Scramble to be PM
Rajnath is learning the art of survival ? evident in his act of touching the Big Two?s feet in public, writes Pankaj Vohra.Updated: Jan 08, 2007 02:45 IST
Power politics within the top echelons of the Sangh parivar have overshadowed the otherwise meaningful discussions held during the BJP’s Lucknow session. The message that emanated from the UP state capital — described as the route for the party to recapture power in New Delhi — was more about the presence of three prime ministerial candidates in the top ranks than about the resolve to return to Hindutva roots.
After Advani pitched himself for the top post, in an interview a few weeks ago, it was the turn of both Atal Bihari Vajpayee and Rajnath Singh to drive home the point that they too were available. Vajpayee made it known that he had not retired from active politics, as he had proclaimed in Mumbai last year.
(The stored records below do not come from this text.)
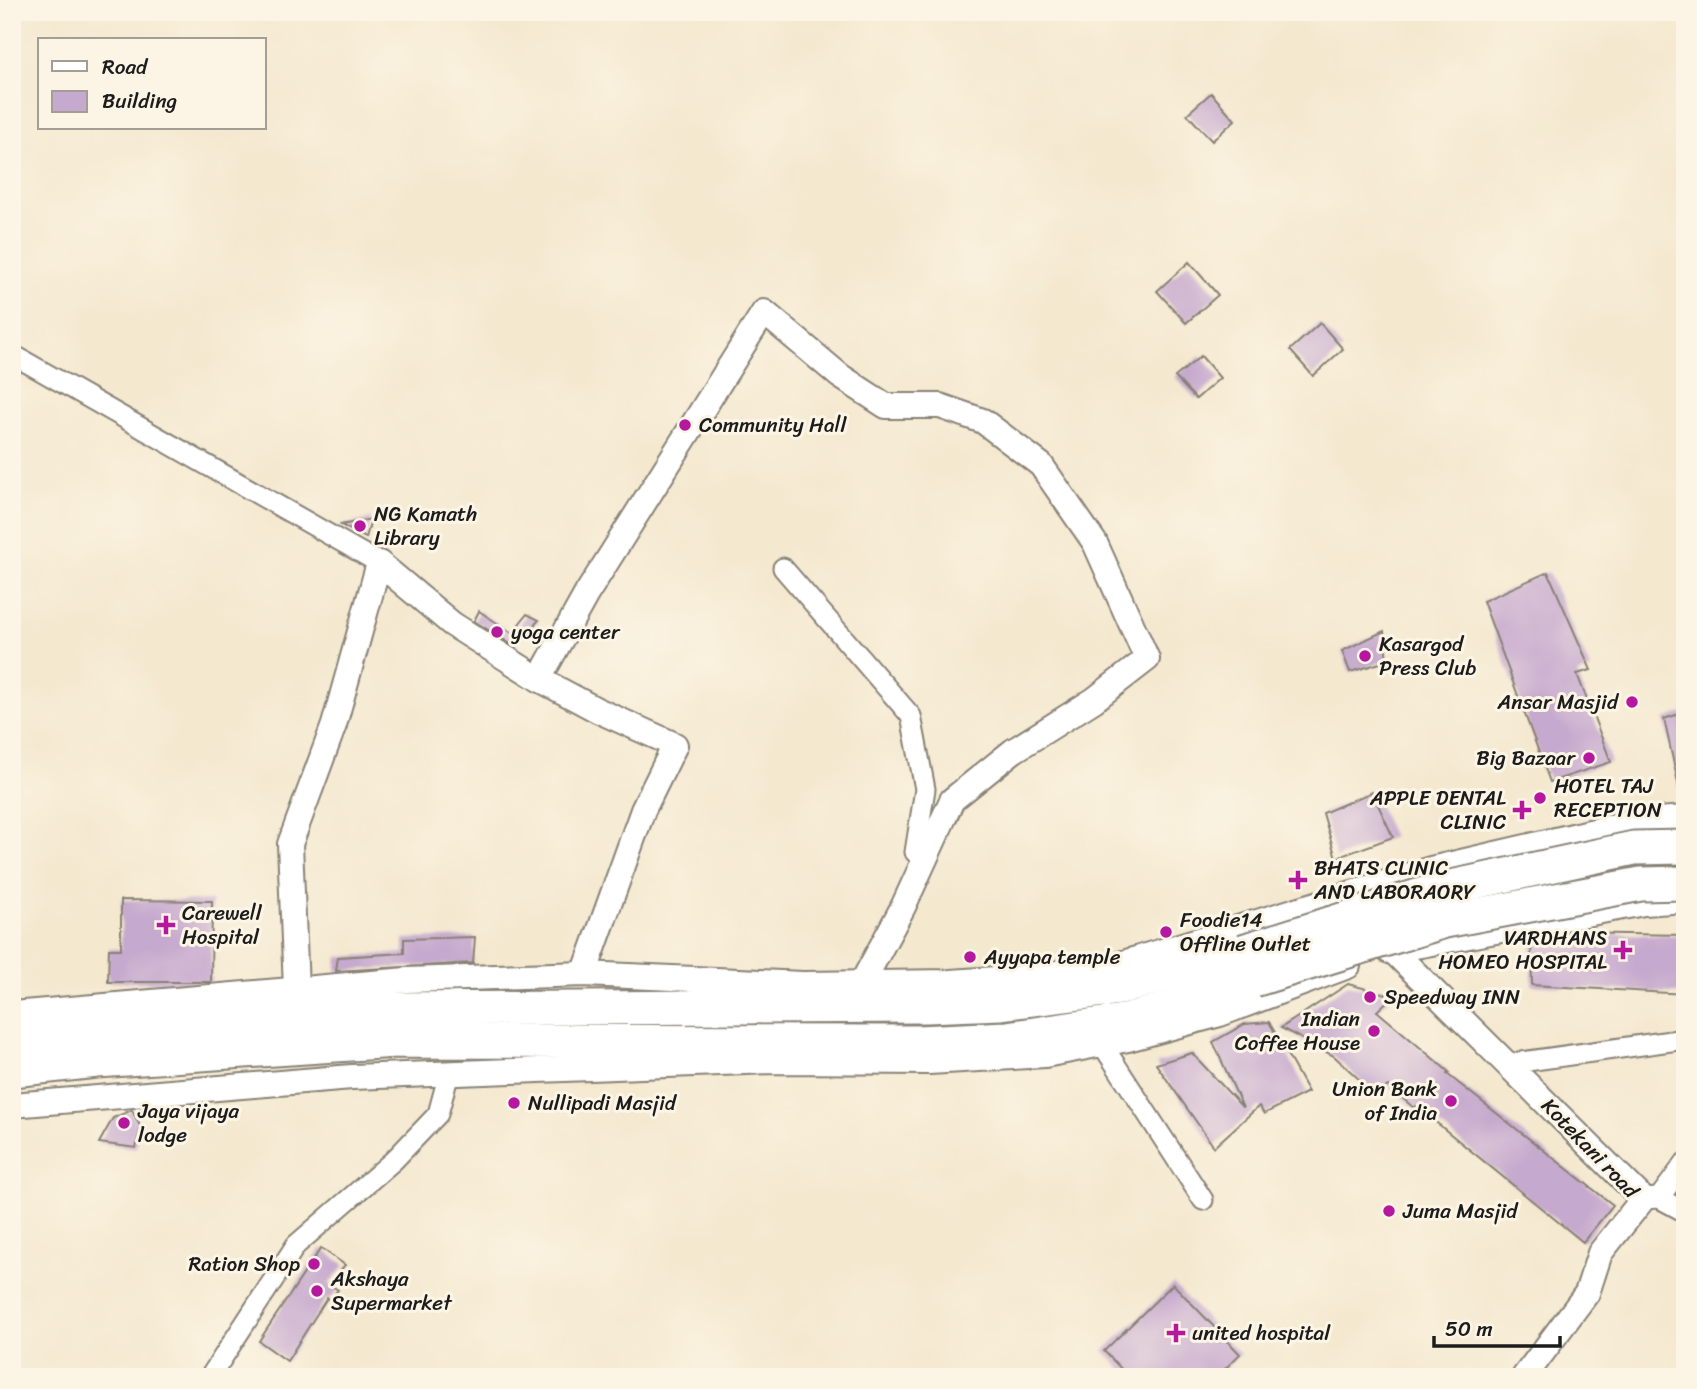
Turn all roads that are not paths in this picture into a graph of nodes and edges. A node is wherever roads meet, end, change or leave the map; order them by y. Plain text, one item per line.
1 (12, 366) edge
2 (379, 563) junction
3 (783, 568) dead end
4 (538, 679) junction
5 (1685, 818) edge
6 (1685, 847) edge
7 (923, 860) junction
8 (1685, 883) edge
9 (1685, 900) edge
10 (1392, 950) junction
11 (1248, 965) junction
12 (584, 974) junction
13 (862, 983) junction
14 (296, 989) junction
15 (12, 1014) edge
16 (12, 1038) edge
17 (1685, 1039) edge
18 (1102, 1044) junction
19 (1507, 1064) junction
20 (12, 1070) edge
21 (450, 1073) junction
22 (12, 1105) edge
23 (1685, 1163) edge
24 (1651, 1198) junction
25 (1203, 1200) dead end
26 (1685, 1212) edge
27 (210, 1377) edge
28 (1524, 1377) edge

1 - 2 street
2 - 4 street
2 - 14 street
3 - 7 street
4 - 7 street
4 - 12 street
5 - 13 street
6 - 11 highway, bridge
7 - 13 street
8 - 11 highway, bridge
9 - 10 street
10 - 18 street
10 - 19 street, Kotekani road
11 - 16 highway
11 - 20 highway
12 - 13 street
12 - 14 street
14 - 15 street
17 - 19 street
18 - 21 street
18 - 25 street
19 - 24 street, Kotekani road
21 - 22 street
21 - 27 street
23 - 24 street
24 - 26 street
24 - 28 street, Kotekani road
Rajnath compared himself to a bridegroom whose procession party was about to begin, making no secret of his ambitions.
In fact, Rajnath has clearly emerged as the first among equals of the BJP’s Generation Next. But he still has a long way to go because the seniors will never allow him to breathe on his own, for a long time to come, and he will always have to be on assisted breathing apparatus that will be provided by Vajpayee, Advani and company. He must have realised that mere support from the RSS is not enough and, in the BJP, only Vajpayee and Advani are the survivors. Anybody with a mind of his own, like Murli Manohar Joshi, tends to get sidelined time and again.
Rajnath is fast learning the art of survival — evident in his public display of touching the Big Two’s feet even though his speech reflected that he was eager to come up to their level. Although, the PM’s position is not anywhere in the offing, in politics, positioning can play an important role. In this case, Rajnath told his younger colleagues that he was their boss and they will have to grant him due respect, despite their proximity to either of the Big Two.
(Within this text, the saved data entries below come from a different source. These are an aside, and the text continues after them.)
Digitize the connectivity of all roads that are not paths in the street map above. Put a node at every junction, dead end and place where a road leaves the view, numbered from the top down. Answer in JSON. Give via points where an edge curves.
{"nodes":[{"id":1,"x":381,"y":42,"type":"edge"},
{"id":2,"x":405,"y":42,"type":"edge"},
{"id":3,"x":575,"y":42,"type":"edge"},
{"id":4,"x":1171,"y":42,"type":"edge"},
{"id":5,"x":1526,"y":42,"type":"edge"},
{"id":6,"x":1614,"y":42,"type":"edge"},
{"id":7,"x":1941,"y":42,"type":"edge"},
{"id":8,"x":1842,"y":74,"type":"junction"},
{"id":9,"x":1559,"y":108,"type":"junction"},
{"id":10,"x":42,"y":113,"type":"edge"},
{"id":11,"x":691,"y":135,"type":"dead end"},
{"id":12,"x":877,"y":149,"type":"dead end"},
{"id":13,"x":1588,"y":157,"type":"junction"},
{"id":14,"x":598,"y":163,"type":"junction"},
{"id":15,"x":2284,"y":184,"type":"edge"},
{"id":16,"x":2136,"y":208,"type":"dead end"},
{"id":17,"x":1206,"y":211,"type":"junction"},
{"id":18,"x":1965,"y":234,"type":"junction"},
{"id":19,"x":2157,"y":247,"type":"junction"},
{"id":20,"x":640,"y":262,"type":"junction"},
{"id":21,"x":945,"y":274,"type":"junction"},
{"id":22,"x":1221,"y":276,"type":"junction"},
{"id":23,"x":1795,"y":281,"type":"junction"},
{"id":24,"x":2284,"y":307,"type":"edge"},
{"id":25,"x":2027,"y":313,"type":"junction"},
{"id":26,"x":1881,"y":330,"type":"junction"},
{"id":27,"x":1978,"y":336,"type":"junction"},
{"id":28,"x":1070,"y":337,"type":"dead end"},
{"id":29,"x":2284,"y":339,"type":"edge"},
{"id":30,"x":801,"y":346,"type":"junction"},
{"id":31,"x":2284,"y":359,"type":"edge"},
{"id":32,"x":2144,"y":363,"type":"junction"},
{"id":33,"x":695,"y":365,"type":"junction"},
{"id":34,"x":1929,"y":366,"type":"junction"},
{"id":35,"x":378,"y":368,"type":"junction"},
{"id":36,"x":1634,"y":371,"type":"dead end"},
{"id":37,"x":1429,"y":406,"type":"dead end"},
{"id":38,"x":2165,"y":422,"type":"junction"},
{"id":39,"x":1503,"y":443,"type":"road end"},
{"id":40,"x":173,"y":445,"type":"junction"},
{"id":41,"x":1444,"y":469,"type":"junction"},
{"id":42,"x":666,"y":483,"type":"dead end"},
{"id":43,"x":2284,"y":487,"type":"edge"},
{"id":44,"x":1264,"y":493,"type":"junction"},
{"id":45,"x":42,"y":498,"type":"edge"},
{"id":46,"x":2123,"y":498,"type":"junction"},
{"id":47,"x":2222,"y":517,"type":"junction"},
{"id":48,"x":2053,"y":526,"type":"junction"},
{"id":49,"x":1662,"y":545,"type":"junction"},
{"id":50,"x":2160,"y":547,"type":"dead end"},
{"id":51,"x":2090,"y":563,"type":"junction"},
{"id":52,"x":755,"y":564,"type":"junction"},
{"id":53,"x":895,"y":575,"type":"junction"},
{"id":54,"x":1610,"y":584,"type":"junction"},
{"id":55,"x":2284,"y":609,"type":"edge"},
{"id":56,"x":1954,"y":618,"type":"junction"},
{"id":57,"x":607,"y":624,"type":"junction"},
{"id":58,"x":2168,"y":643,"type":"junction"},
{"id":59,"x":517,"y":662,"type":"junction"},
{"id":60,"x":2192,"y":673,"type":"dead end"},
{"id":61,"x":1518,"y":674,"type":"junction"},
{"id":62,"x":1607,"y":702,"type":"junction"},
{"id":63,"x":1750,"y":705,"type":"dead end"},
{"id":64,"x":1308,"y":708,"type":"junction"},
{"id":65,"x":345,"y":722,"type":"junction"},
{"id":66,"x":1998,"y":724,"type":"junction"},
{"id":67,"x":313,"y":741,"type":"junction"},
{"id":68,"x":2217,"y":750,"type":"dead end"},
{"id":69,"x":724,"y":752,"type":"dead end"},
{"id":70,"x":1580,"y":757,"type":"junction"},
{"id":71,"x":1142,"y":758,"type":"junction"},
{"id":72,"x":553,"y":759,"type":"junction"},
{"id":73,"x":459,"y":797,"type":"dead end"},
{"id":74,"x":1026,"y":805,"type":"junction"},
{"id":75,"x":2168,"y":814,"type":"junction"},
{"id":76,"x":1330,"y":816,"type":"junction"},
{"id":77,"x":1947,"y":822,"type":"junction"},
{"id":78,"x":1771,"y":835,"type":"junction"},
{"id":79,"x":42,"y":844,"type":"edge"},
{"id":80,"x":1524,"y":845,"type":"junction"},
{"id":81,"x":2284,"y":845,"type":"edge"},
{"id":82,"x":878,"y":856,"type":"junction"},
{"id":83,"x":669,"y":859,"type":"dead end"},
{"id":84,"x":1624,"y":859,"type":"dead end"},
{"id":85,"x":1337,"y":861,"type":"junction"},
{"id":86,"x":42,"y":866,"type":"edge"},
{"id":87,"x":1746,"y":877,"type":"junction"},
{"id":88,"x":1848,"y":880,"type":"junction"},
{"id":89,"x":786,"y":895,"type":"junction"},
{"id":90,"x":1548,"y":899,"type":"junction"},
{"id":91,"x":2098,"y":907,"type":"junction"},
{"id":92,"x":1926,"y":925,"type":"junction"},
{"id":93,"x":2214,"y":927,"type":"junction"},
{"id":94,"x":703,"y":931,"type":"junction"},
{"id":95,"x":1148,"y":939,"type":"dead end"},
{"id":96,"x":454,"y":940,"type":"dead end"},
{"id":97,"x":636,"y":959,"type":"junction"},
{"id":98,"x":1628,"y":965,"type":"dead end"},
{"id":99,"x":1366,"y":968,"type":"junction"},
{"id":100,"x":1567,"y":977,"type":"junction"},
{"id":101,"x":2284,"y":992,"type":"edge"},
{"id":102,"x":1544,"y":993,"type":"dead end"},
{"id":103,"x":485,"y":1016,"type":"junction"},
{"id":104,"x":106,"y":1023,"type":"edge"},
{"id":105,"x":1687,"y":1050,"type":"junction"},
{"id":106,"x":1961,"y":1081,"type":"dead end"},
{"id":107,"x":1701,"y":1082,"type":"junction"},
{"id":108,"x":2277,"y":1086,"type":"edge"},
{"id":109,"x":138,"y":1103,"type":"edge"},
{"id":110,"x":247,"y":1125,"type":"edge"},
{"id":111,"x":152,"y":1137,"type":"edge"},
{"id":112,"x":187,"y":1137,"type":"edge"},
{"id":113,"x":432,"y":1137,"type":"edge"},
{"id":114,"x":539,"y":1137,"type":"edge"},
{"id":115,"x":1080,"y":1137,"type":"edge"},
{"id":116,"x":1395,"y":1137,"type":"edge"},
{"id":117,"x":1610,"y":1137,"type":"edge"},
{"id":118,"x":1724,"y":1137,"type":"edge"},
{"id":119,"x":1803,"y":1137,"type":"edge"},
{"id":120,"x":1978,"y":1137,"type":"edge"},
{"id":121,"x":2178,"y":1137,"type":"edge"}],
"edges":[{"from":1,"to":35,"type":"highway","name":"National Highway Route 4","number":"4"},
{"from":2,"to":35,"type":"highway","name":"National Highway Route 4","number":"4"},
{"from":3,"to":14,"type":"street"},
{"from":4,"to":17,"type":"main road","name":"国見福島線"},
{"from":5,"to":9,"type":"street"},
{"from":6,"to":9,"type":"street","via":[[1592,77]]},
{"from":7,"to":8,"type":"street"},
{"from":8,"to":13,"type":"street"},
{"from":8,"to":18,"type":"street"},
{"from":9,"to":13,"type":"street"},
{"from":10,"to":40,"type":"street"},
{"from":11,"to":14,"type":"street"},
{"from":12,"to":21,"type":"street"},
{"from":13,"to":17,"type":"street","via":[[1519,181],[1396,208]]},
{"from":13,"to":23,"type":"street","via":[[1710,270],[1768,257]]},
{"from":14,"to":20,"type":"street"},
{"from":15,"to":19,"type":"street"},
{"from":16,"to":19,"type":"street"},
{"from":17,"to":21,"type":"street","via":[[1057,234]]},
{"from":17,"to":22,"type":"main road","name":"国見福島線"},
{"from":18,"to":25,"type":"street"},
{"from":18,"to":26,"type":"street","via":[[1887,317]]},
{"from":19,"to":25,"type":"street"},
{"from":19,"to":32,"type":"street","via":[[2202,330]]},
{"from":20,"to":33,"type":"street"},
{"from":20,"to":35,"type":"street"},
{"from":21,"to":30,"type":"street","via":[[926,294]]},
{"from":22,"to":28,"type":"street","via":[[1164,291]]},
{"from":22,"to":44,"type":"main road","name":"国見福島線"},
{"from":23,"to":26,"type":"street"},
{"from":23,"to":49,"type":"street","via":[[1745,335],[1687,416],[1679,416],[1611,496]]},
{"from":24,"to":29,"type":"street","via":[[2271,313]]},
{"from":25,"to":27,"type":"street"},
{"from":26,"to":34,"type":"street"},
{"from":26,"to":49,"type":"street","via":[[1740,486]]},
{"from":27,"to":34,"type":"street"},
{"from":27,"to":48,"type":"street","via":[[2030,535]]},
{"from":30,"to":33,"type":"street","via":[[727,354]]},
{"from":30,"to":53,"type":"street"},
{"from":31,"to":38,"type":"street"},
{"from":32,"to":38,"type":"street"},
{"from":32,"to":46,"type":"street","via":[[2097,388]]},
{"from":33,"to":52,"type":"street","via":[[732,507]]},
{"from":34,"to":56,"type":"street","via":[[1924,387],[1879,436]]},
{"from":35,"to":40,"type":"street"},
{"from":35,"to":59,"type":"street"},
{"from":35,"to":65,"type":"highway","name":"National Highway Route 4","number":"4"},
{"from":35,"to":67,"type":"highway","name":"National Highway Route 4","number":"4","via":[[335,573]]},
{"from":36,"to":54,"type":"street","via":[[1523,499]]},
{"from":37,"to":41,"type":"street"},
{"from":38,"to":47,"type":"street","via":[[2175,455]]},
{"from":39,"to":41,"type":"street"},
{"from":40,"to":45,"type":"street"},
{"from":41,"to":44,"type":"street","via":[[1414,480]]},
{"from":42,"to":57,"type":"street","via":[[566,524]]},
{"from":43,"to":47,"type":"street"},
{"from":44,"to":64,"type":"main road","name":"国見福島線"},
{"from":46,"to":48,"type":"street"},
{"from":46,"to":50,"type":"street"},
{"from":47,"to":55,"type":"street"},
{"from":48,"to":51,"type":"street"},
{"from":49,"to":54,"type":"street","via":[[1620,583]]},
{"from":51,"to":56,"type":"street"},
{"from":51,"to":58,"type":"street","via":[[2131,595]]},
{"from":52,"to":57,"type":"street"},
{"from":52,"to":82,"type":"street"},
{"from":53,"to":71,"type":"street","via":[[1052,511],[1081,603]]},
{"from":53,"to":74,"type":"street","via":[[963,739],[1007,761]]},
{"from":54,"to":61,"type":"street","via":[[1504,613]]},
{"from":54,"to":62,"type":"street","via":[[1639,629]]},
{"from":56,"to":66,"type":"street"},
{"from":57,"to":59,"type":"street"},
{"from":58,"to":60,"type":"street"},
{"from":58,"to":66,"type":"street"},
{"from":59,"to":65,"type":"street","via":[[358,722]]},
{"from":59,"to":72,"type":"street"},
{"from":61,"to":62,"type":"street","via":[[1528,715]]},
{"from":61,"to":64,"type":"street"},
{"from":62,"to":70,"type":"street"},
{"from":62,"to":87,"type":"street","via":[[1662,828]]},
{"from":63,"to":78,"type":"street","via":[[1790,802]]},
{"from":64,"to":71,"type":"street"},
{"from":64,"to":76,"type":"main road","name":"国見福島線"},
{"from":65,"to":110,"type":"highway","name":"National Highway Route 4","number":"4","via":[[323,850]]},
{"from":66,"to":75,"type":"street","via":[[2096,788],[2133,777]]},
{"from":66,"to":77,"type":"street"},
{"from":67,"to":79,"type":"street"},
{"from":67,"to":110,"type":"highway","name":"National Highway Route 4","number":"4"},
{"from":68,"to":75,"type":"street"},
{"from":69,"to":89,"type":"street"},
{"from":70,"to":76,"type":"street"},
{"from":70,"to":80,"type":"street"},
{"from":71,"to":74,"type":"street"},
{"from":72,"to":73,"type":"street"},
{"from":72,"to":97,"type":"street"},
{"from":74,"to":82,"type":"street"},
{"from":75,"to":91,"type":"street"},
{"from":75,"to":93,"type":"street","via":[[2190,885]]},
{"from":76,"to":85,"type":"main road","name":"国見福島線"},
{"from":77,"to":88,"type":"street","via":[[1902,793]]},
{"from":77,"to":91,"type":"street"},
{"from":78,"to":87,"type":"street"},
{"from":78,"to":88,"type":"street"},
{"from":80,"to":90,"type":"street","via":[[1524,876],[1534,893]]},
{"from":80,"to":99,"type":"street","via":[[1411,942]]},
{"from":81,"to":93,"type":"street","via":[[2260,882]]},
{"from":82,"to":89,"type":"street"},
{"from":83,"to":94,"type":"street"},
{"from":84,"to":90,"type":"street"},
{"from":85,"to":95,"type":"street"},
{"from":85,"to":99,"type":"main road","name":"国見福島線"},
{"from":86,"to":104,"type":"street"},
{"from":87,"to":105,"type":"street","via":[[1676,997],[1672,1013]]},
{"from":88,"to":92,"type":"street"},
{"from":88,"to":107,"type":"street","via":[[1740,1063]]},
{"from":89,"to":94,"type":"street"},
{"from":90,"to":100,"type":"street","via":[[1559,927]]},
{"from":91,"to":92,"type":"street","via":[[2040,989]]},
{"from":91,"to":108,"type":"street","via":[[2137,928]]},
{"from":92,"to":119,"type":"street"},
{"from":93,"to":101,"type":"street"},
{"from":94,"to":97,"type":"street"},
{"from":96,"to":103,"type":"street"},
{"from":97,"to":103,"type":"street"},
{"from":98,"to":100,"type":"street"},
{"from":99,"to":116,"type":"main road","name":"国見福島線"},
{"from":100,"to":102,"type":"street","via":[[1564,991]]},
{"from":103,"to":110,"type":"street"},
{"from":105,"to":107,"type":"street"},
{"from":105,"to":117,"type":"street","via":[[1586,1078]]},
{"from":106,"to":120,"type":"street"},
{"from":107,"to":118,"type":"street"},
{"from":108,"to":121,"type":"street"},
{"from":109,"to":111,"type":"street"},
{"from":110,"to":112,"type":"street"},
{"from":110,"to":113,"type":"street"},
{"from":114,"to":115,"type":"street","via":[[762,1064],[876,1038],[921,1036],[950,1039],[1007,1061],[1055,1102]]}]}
Also, Rajnath’s move seems to have been well calculated and aimed at the Rajput community, signalling to them that he would take over in due course so they should stick by him and the party. This reassurance was also politically important since, in his home state, the party had rightly decided to project Kalyan Singh as chief ministerial candidate. Without this, the Rajputs may have become restive. But in the process, the Brahmins do not seem to be very happy, as both Joshi and Kalraj Mishra were not given adequate respect.
The Lucknow meet also was significant in many ways. The party cadres were enthusiastic after a long time. The public meeting was well attended and a lot of effort had gone into the preparations. The return to Hindutva, reaffirmation of faith in the Ayodhya movement and making it clear that core issues like the abrogation of Article 370 and uniform civil code were still on the agenda, were, in the BJP’s viewpoint, steps in the right direction.
However, the call by Vajpayee to end factionalism was public admission of the acute differences in the organisation. This factionalism was also on display when Advani, the party’s architect in many ways, did not figure in the posters prominently. Instead Vajpayee, Rajnath Singh and even Kalyan Singh overshadowed the saffron party’s favourite poster boy.
It took last-minute intervention to ensure that Advani got his due place and did not end up being humiliated. The entire poster politics was also in contravention of the RSS’s desire that the BJP should stop promoting personality cults and should refrain from projecting individuals at the cost of the party. This is what seemed to mar the function. The eagerness of the three top leaders to offer their candidature for the Prime Minister’s position, also showed that the party’s top leadership was dying to get back to power, the absence of immediate elections to make this possible notwithstanding. The spirit of sacrifice of the Big Two was missing. It appeared to political onlookers that two father figures and the son were all ready to become ‘bridegrooms’.
Projecting Kalyan Singh for the CM’s post will help the BJP in the state. Kalyan has a considerable following among Lodh Rajputs and may also attract votes of other OBCs. His projection will also counter Uma Bharti’s appeal among Lodhs, in case she decides to spoil the BJP’s party in UP. In any case, no political party is expected to get a majority in UP. Things could change subsequently but the turf will be tricky for one and all.
Finally, all eyes will be on Rajnath who is expected to announce his new team around the time of Makar Sankranti. The RSS general secretary, Mohan Bhagwat, is expected to be consulted during his visit to the capital next week. But the final selection will indicate whether Rajnath has had his way or has been saddled with office-bearers who owe allegiance to the Big Two and not to him directly. What the BJP needs perhaps is people who are ideologically committed to the organisation, rather than to individuals. Between us.